──────── Available data

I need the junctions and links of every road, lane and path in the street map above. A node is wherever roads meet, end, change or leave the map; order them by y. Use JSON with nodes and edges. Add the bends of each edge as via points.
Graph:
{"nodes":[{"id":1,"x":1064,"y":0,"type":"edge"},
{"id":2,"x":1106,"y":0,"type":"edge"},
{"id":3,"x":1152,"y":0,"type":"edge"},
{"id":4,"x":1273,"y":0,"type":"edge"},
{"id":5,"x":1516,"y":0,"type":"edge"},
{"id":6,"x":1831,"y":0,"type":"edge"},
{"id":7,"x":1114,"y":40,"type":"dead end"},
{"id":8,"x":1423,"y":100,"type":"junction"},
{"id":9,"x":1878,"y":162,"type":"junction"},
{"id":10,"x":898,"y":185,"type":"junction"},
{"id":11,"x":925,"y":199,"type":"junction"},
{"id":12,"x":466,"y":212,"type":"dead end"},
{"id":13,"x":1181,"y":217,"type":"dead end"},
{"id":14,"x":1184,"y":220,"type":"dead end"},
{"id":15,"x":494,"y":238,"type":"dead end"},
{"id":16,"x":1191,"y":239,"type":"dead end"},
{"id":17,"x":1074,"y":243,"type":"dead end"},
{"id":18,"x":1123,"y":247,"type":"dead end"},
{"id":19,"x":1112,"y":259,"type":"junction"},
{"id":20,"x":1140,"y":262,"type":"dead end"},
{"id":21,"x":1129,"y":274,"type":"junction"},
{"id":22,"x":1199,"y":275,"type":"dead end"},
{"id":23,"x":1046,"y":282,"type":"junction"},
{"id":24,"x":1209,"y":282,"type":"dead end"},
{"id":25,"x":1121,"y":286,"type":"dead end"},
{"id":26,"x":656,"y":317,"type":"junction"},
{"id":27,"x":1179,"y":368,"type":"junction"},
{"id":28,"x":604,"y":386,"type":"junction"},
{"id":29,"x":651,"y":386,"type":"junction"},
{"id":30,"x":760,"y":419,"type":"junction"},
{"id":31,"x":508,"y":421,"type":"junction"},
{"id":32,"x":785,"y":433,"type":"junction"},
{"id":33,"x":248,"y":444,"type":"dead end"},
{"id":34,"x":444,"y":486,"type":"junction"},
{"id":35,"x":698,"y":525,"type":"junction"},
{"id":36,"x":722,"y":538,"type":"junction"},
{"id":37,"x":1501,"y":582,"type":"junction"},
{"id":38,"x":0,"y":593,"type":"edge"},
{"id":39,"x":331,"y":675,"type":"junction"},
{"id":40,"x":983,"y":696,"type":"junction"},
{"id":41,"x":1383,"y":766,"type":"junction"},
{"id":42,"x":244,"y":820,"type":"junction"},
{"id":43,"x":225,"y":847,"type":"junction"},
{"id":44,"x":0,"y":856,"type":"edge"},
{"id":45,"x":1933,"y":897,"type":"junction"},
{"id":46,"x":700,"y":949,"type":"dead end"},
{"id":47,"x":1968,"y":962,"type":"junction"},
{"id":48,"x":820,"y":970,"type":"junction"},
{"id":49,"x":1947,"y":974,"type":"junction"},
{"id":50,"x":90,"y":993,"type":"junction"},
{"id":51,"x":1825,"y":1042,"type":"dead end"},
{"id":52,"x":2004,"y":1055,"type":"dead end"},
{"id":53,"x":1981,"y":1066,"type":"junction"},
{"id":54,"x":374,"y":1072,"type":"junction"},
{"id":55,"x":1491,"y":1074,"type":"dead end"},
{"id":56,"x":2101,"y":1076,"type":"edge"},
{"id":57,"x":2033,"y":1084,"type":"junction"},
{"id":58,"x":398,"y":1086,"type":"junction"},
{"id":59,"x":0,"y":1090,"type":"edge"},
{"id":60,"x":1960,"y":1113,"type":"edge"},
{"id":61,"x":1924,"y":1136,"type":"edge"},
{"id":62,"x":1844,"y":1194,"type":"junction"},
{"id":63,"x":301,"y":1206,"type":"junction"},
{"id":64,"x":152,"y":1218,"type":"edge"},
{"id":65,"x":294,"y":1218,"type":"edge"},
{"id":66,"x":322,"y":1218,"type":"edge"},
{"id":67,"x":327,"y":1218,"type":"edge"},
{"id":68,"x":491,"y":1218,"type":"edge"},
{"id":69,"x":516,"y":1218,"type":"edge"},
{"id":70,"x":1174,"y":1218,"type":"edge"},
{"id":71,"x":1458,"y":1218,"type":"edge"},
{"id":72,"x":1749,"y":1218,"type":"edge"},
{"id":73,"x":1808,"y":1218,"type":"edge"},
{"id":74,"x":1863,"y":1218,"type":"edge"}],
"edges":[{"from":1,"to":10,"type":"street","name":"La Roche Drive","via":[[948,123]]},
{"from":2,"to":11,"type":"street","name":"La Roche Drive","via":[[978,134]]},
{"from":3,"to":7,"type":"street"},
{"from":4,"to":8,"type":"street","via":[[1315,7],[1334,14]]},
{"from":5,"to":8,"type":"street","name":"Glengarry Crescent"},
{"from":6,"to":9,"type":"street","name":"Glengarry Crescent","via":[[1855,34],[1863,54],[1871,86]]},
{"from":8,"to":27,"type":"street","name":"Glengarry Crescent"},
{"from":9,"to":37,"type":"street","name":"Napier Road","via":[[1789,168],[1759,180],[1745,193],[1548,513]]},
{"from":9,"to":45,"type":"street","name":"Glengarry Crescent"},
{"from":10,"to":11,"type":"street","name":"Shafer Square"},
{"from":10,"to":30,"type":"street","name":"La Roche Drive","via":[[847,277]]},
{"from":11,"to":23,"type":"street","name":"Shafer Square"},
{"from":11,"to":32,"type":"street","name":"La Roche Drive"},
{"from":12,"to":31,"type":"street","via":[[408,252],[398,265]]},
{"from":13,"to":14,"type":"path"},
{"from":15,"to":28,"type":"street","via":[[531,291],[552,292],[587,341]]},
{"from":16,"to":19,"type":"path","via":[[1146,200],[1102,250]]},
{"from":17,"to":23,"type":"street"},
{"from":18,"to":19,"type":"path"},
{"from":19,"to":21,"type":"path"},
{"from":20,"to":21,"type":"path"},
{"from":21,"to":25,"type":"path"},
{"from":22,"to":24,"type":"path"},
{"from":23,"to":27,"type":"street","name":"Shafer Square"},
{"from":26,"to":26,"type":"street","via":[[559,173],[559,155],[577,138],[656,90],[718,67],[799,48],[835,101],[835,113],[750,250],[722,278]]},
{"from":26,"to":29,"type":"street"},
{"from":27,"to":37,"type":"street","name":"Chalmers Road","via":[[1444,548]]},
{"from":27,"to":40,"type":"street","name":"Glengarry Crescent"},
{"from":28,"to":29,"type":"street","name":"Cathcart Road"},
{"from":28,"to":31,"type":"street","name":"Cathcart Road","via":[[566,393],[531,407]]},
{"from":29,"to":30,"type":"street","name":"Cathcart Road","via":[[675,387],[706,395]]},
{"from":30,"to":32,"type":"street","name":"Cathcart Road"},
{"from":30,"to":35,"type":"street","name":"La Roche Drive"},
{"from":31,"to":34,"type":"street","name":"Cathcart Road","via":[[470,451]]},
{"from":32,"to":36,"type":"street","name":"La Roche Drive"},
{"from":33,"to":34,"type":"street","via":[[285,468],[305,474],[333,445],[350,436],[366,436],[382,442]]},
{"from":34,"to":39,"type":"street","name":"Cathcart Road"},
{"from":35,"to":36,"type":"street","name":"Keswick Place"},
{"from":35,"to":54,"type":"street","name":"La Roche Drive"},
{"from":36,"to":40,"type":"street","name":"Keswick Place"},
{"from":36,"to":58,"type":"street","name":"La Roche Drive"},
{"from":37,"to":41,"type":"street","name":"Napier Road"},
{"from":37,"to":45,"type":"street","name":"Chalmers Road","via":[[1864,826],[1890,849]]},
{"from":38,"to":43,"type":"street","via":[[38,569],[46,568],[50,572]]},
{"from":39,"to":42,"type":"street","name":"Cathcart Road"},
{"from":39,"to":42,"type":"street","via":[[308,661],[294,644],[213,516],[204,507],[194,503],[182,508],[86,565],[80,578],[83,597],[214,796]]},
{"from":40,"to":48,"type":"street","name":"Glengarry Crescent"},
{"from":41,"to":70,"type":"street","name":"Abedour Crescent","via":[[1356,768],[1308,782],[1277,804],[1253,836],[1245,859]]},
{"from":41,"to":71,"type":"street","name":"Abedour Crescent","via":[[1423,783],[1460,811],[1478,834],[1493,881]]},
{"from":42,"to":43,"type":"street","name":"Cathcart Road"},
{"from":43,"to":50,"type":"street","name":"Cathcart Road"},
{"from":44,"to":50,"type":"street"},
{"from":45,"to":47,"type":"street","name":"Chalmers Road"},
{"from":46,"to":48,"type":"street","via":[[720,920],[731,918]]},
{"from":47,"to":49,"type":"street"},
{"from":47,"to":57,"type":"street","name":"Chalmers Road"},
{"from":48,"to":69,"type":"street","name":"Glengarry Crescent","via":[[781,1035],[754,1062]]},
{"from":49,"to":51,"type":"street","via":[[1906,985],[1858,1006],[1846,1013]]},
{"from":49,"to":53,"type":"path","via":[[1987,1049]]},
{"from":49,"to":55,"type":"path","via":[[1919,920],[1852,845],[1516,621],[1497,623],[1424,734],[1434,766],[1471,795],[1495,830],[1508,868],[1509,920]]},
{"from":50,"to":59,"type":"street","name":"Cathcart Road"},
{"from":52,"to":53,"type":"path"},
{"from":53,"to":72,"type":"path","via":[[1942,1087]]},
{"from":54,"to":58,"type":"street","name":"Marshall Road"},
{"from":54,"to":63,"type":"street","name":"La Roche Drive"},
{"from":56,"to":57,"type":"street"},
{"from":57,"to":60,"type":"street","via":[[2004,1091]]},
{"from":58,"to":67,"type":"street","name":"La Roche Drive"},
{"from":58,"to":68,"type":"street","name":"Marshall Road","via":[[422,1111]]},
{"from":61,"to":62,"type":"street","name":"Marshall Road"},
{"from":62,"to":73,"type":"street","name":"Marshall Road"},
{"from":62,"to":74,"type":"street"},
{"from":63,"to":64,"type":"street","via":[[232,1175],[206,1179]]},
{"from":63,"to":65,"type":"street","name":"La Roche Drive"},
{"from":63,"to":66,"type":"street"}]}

────────────────

Every line above that contains "Square" counts once. Give the number of those lines and nothing more.

Exercise output: 3